PROBLEM TO SOLVE
Please restate, exactly, only the lines from the beginning of the listing below through the line containing "Draw a box around", with the pictures left out.

SUPPLIED ENTRIES
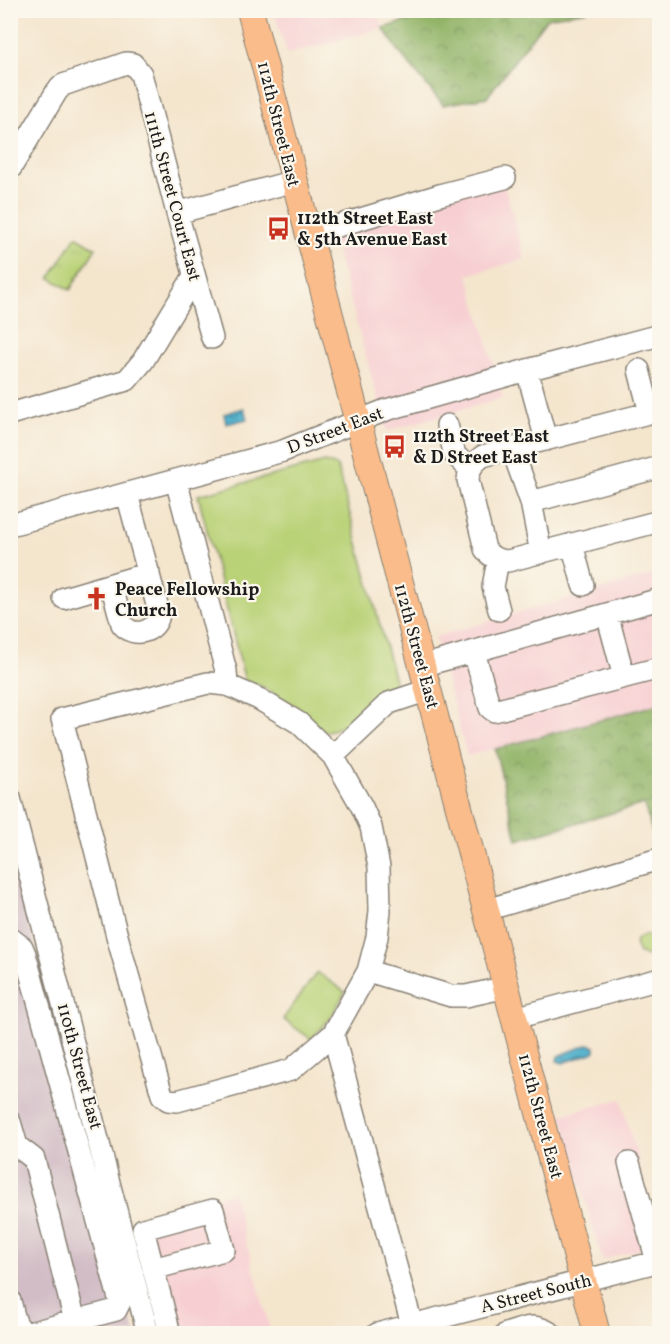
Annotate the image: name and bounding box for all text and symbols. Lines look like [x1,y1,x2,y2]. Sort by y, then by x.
street label: 112th Street East [250,59,305,190]
street label: 111th Street Court East [137,109,206,284]
place label: 112th Street East & 5th Avenue East [297,207,447,253]
bus stop icon: 112th Street East & 5th Avenue East [266,215,292,241]
street label: D Street East [284,402,387,461]
place label: 112th Street East & D Street East [413,425,549,471]
bus stop icon: 112th Street East & D Street East [382,433,408,459]
place label: Peace Fellowship Church [115,578,259,624]
street label: 112th Street East [387,581,444,712]
church icon: Peace Fellowship Church [84,586,110,612]
street label: 110th Street East [50,1000,107,1132]
street label: 112th Street East [511,1051,568,1182]
street label: A Street South [478,1269,595,1320]

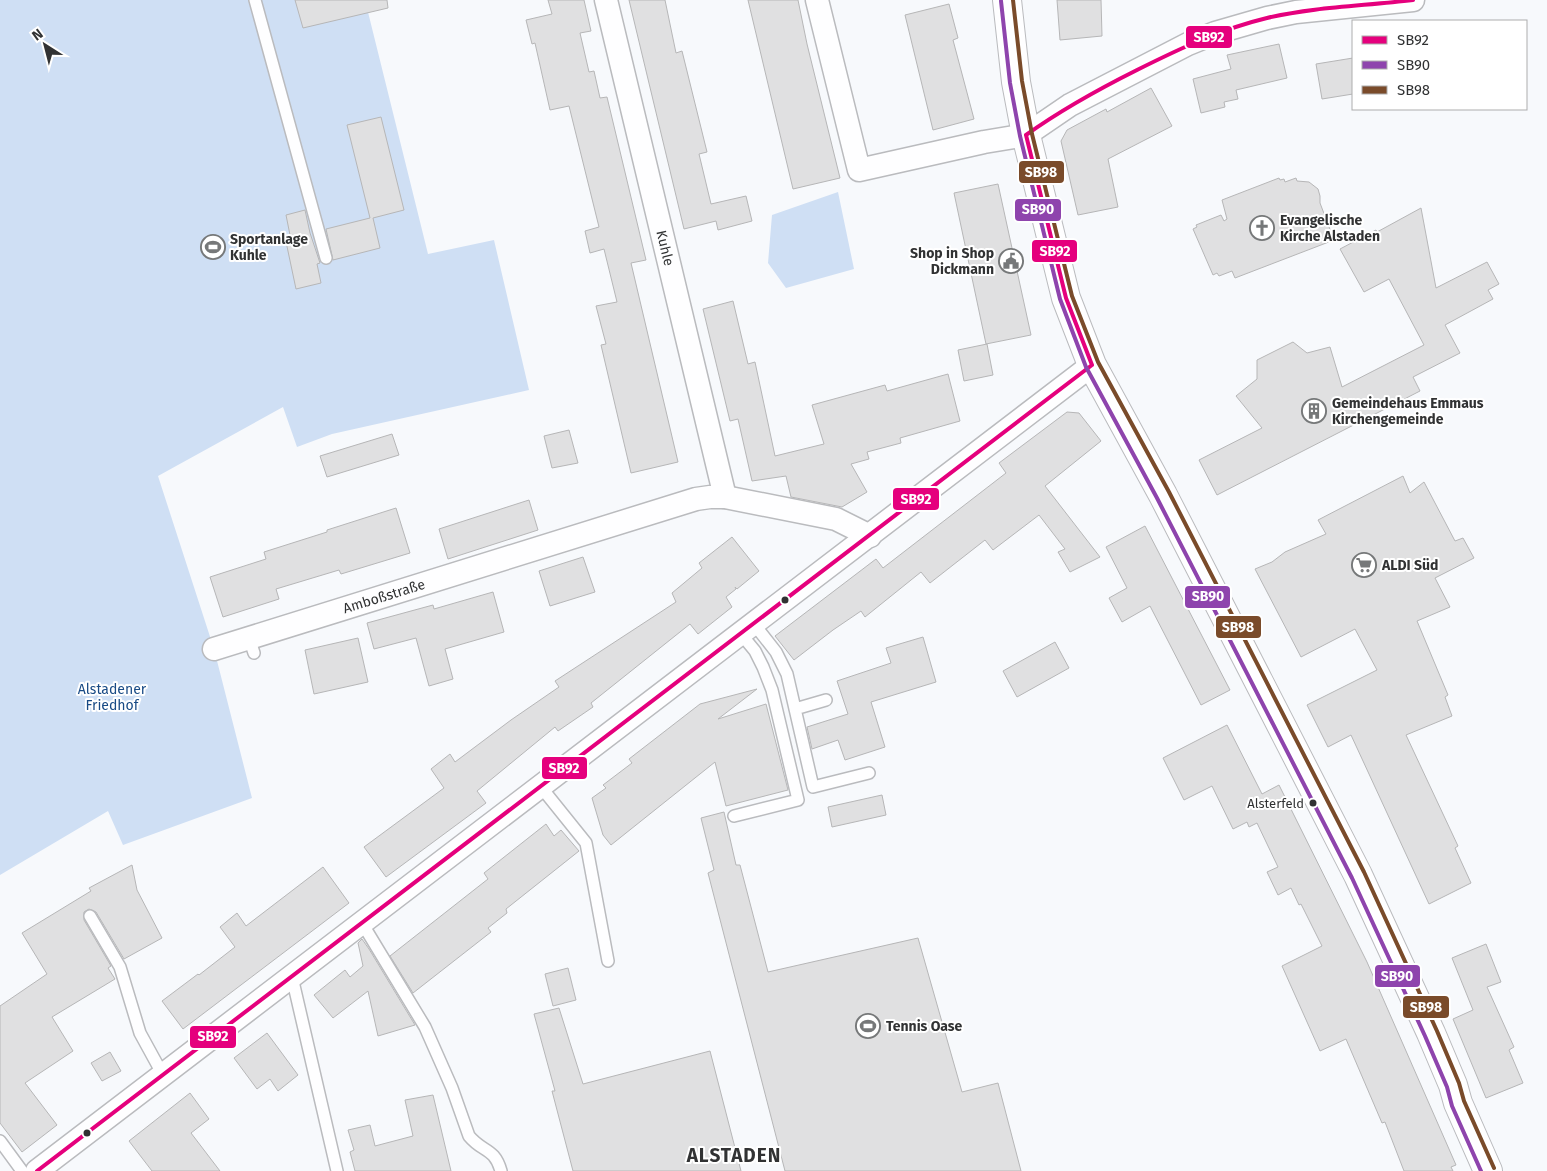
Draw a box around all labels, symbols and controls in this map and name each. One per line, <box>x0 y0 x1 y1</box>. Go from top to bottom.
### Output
north arrow <box>20 20 70 70</box>
legend <box>1352 20 1527 110</box>
text: N <box>29 25 46 44</box>
line badge: SB92 <box>1185 25 1233 49</box>
text: SB92 <box>1193 29 1225 46</box>
text: SB92 <box>1397 31 1429 49</box>
text: SB90 <box>1397 56 1430 74</box>
text: SB98 <box>1397 81 1430 99</box>
line badge: SB98 <box>1018 160 1065 184</box>
text: SB98 <box>1025 164 1057 181</box>
line badge: SB90 <box>1014 198 1062 222</box>
text: SB90 <box>1022 201 1054 218</box>
place label: Evangelische Kirche Alstaden <box>1280 212 1380 245</box>
church icon: Evangelische Kirche Alstaden <box>1249 215 1275 241</box>
street label: Kuhle <box>653 228 678 268</box>
place label: Sportanlage Kuhle <box>230 231 308 264</box>
sports icon: Sportanlage Kuhle <box>200 234 226 260</box>
line badge: SB92 <box>1031 239 1078 263</box>
text: SB92 <box>1039 243 1071 260</box>
place label: Shop in Shop Dickmann <box>910 245 994 278</box>
public building icon: Shop in Shop Dickmann <box>998 248 1024 274</box>
place label: Gemeindehaus Emmaus Kirchengemeinde <box>1332 395 1484 428</box>
building icon: Gemeindehaus Emmaus Kirchengemeinde <box>1301 398 1327 424</box>
line badge: SB92 <box>892 487 940 511</box>
text: SB92 <box>900 491 932 508</box>
supermarket icon: ALDI Süd <box>1351 552 1377 578</box>
place label: ALDI Süd <box>1381 557 1438 574</box>
street label: Amboßstraße <box>341 575 427 617</box>
line badge: SB90 <box>1184 585 1231 609</box>
text: SB90 <box>1192 588 1224 605</box>
unlabelled marker <box>780 595 790 605</box>
line badge: SB98 <box>1215 615 1262 639</box>
text: SB98 <box>1222 619 1254 636</box>
park label: Alstadener Friedhof <box>78 681 147 714</box>
line badge: SB92 <box>541 756 588 780</box>
text: SB92 <box>548 760 580 777</box>
place label: Alsterfeld <box>1247 796 1304 811</box>
marker: Alsterfeld <box>1308 798 1318 808</box>
line badge: SB90 <box>1374 964 1421 988</box>
text: SB90 <box>1381 968 1413 985</box>
line badge: SB98 <box>1402 995 1450 1019</box>
text: SB98 <box>1410 999 1442 1016</box>
sports icon: Tennis Oase <box>855 1013 881 1039</box>
place label: Tennis Oase <box>886 1018 963 1035</box>
line badge: SB92 <box>189 1025 237 1049</box>
text: SB92 <box>197 1028 229 1045</box>
unlabelled marker <box>82 1128 92 1138</box>
district label: ALSTADEN <box>686 1144 781 1167</box>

RESPONSE TO THE EXERCISE
Annotate the image: name and bounding box for all text and symbols. Lines look like [x1,y1,x2,y2]. Sort by y, then by x.
street label: 112th Street East [250,59,305,190]
street label: 111th Street Court East [137,109,206,284]
place label: 112th Street East & 5th Avenue East [297,207,447,253]
bus stop icon: 112th Street East & 5th Avenue East [266,215,292,241]
street label: D Street East [284,402,387,461]
place label: 112th Street East & D Street East [413,425,549,471]
bus stop icon: 112th Street East & D Street East [382,433,408,459]
place label: Peace Fellowship Church [115,578,259,624]
street label: 112th Street East [387,581,444,712]
church icon: Peace Fellowship Church [84,586,110,612]
street label: 110th Street East [50,1000,107,1132]
street label: 112th Street East [511,1051,568,1182]
street label: A Street South [478,1269,595,1320]

Draw a box around all labels, symbols and controls in this map and name each. One per line, <box>x0 y0 x1 y1</box>. Go from top to bottom.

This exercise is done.